She would dig for hours for gophers and mice. Once I saw her leap into the air and catch a bird taking off out of the long grass. She didn’t like the cold and wouldn’t swim. She often looked at me like I was crazy, as if to say, isn’t there an easier way.

In the bush she was always on guard, refusing to sleep as long as we were in the open. 

When the girls were young they would light a fire in the yard and have friends over. This was the same time my good neighbour Larry had a constant stream of couch surfers at his place, most harmless enough. Lost souls he was lending a hand at the expense of his wife and children who had moved out.

Every now and again Larry got a real winner. Roy was one of those. He came off like a salesman, he had the bloated look, the laugh when nothing was funny, but no teeth, except one right in the front. Larry told him, try to hang onto it as it could be the anchor for a plate.

Roy even got a job running the local bar, until he was drinking more than they were bringing in.

Roy, once a long time ago, was coming home drunk and ran up on the kids having their fire.

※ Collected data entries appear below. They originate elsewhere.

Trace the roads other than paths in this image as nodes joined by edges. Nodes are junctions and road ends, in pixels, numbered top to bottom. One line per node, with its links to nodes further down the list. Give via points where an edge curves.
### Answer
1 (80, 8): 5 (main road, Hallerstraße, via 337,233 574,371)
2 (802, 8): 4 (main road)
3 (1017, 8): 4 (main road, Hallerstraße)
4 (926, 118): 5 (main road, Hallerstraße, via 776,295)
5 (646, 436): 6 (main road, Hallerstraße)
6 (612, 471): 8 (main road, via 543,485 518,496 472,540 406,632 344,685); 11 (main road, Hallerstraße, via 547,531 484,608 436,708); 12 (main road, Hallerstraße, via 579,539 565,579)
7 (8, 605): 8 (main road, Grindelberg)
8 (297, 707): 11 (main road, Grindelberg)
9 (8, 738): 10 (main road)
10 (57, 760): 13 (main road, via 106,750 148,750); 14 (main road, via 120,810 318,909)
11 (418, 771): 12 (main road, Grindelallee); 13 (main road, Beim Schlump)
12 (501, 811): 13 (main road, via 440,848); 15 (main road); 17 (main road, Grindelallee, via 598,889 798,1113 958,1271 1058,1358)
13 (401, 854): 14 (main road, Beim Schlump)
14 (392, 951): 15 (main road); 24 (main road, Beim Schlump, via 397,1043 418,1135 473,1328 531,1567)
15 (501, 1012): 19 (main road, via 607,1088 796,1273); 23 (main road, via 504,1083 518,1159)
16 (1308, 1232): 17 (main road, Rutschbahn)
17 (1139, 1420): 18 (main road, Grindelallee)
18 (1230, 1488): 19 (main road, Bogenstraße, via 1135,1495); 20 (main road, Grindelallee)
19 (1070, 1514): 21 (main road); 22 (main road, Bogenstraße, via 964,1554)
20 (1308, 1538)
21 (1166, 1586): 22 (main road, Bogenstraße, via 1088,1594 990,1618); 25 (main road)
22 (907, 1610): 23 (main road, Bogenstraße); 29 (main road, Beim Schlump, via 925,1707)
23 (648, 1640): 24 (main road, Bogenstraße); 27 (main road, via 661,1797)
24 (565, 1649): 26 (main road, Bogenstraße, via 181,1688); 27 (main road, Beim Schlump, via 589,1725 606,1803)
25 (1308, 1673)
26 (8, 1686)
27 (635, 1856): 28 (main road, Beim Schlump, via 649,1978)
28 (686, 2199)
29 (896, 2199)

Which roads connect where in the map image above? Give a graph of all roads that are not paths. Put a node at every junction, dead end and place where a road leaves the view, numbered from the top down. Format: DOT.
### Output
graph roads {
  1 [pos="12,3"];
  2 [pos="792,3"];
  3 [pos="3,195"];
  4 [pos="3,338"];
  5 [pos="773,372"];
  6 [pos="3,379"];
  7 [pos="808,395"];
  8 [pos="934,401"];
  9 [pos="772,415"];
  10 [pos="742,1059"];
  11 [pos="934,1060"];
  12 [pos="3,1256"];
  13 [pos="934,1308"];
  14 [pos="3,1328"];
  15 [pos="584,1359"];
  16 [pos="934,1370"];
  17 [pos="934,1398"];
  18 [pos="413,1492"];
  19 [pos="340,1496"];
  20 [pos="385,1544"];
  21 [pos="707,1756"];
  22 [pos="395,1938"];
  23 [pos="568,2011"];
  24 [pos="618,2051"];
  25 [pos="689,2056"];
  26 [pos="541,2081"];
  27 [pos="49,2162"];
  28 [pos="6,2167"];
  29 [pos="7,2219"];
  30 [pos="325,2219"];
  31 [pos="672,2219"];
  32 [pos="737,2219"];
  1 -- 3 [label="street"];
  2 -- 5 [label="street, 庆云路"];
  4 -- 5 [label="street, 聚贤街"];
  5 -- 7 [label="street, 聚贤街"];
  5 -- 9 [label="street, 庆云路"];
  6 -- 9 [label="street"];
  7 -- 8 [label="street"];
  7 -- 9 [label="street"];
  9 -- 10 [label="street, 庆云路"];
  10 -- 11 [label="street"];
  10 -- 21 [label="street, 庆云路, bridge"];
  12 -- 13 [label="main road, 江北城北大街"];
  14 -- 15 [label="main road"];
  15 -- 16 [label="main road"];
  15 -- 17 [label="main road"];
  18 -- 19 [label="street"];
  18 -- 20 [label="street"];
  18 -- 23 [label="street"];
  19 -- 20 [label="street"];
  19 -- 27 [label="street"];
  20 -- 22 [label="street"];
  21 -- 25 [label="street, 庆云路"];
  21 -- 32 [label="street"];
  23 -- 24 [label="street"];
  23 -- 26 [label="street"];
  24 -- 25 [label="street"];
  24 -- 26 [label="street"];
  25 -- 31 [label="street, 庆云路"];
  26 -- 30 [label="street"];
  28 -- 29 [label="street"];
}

Slinky got him before he got there and bit his hand, she was aiming for his nuts, but he wisely got his hand down in time. 

Roy’s night was over. The booze and dog bite will take it out of you, especially if you have no teeth to bite back.

The kids got me, I escorted Ray the remaining way to Larry’s. I was concerned he might report being bit by a dog. I told him I was pissed off, because my dog might have caught rabies from him. 

Lisa was concerned that Slinky was turning angry, the friendliest dog, could bite someone. Lisa asked me to take her to the vet to see if she was in pain, maybe she had bad teeth. It turned out I had bad teeth, Roy had one bad tooth, but Slinky’s teeth were in perfect condition.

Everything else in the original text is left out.